Mike DeWine wins Ohio Republican nomination for governor: primary election results
Ohio Attorney General Mike DeWine won the Republican nomination in the Ohio gubernatorial race, beating Lt. Gov. Mary Taylor and establishing himself as the small favorite for November.
DeWine, the mainstream candidate and alleged frontrunner for most of the campaign, beat Taylor, who hugged President Trump and criticized DeWine as opposed to Trump on fundamental issues like immigration and trade.
He will face Democrat Richard Cordray. Election prognosticators so far have viewed it as almost a blow, perhaps with a slight Republican bent in a state where unnamed Democrats Sherrod Brown or Barack Obama have struggled to win statewide.
Establishment stigma doesn’t mean DeWine is a moderate: he’s a vocal abortion opponent who worked with Kasich to try to defund Family Planning and said he reportedly signed a bill banning abortion once a heartbeat was detected, which Kasich had vetoed.
But Taylor made it a race with his aggressive tactics. “If you like President Trump, you won’t like Mike DeWine” narration of a recent pro-Taylor PAC publicity begins, citing DeWine’s alleged heresies on immigration, guns and trade.
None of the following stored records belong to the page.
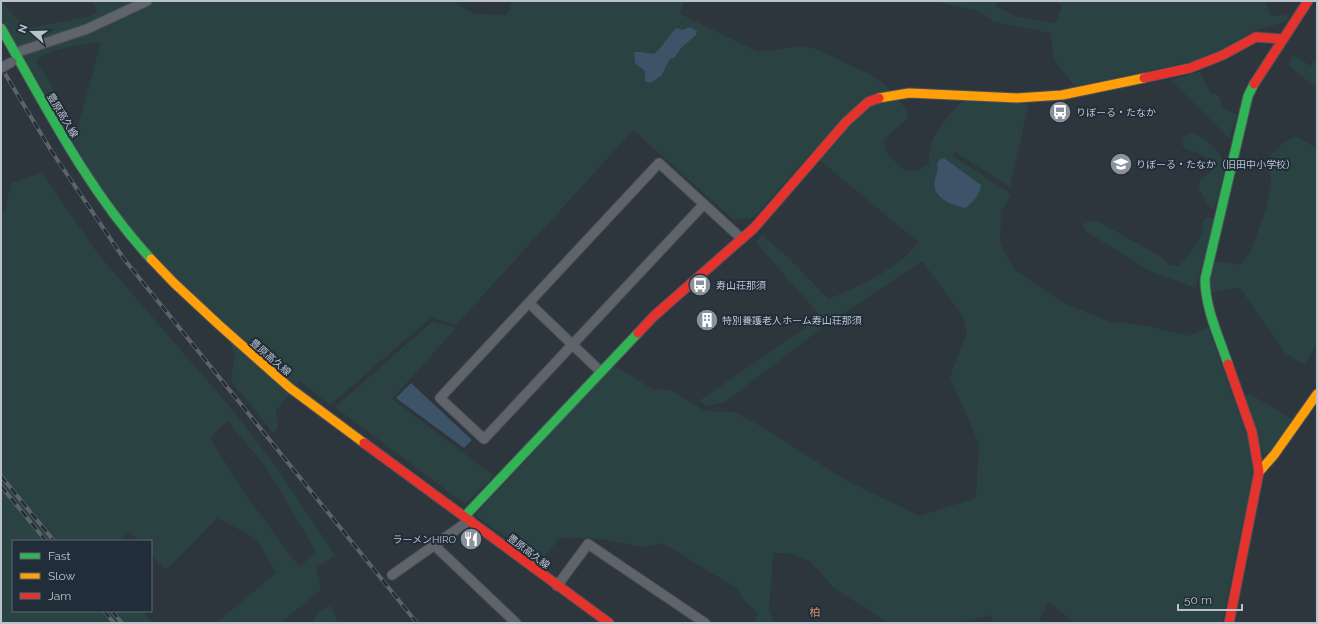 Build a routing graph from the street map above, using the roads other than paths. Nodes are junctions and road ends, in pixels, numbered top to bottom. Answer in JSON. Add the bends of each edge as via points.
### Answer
{"nodes":[{"id":1,"x":147,"y":1,"type":"edge"},
{"id":2,"x":1308,"y":1,"type":"edge"},
{"id":3,"x":1,"y":28,"type":"edge"},
{"id":4,"x":1282,"y":39,"type":"junction"},
{"id":5,"x":15,"y":58,"type":"junction"},
{"id":6,"x":1,"y":68,"type":"edge"},
{"id":7,"x":704,"y":204,"type":"junction"},
{"id":8,"x":742,"y":239,"type":"junction"},
{"id":9,"x":529,"y":303,"type":"junction"},
{"id":10,"x":572,"y":344,"type":"junction"},
{"id":11,"x":601,"y":372,"type":"junction"},
{"id":12,"x":1317,"y":394,"type":"edge"},
{"id":13,"x":1259,"y":472,"type":"junction"},
{"id":14,"x":468,"y":518,"type":"junction"},
{"id":15,"x":434,"y":545,"type":"junction"},
{"id":16,"x":392,"y":575,"type":"dead end"},
{"id":17,"x":557,"y":586,"type":"junction"},
{"id":18,"x":516,"y":623,"type":"edge"},
{"id":19,"x":609,"y":623,"type":"edge"},
{"id":20,"x":705,"y":623,"type":"edge"},
{"id":21,"x":1229,"y":623,"type":"edge"}],
"edges":[{"from":1,"to":5,"type":"street"},
{"from":2,"to":4,"type":"street"},
{"from":3,"to":5,"type":"street","name":"豊原高久線"},
{"from":4,"to":8,"type":"street","via":[[1256,37],[1223,55],[1190,68],[1062,95],[1017,98],[909,93],[877,98],[868,102],[846,122]]},
{"from":4,"to":13,"type":"street","via":[[1253,85],[1244,108],[1205,279],[1208,306],[1252,432]]},
{"from":5,"to":6,"type":"street","bridge":true},
{"from":5,"to":14,"type":"street","name":"豊原高久線","via":[[89,178],[129,235],[174,282],[290,388]]},
{"from":7,"to":8,"type":"street"},
{"from":7,"to":9,"type":"street","via":[[659,163]]},
{"from":7,"to":10,"type":"street"},
{"from":8,"to":11,"type":"street","via":[[666,304]]},
{"from":9,"to":10,"type":"street"},
{"from":9,"to":10,"type":"street","via":[[440,398],[484,439]]},
{"from":10,"to":11,"type":"street"},
{"from":11,"to":14,"type":"street"},
{"from":12,"to":13,"type":"street"},
{"from":13,"to":21,"type":"street"},
{"from":14,"to":15,"type":"street"},
{"from":14,"to":17,"type":"street","name":"豊原高久線"},
{"from":15,"to":16,"type":"street"},
{"from":15,"to":18,"type":"street"},
{"from":17,"to":19,"type":"street","name":"豊原高久線"},
{"from":17,"to":20,"type":"street","via":[[588,544]]}]}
Ohio looked heavily at Trump in the 2016 election, but he could be competitive in 2018. Some unknowns include how much of the governor’s race is about Trump’s struggling approval ratings and whether Brown’s popularity on the ballot could have an effect on the governor’s race.
There is one more thing Ohio politicians are watching. Ohio House President Cliff Rosenberger announced last week that he was stepping down as part of an FBI investigation. From Dayton Daily News:
Sources close to the FBI investigation say investigators are planning a four-day trip to London in August 2017, sponsored by the GOPAC Education Fund. On the trip were at least two lobbyists for the payday loan industry. For more than a year, factions in the industry have tried to block or water down Bill 123, which calls for a crackdown on abusive practices.
Republicans have ruled Ohio since 2010. A high-profile ethics scandal for one of their leaders, in an environment already favorable to Democrats, could give Democrats the boost they need to get to the governor’s mansion to replace Limited Term Governor John Kasich.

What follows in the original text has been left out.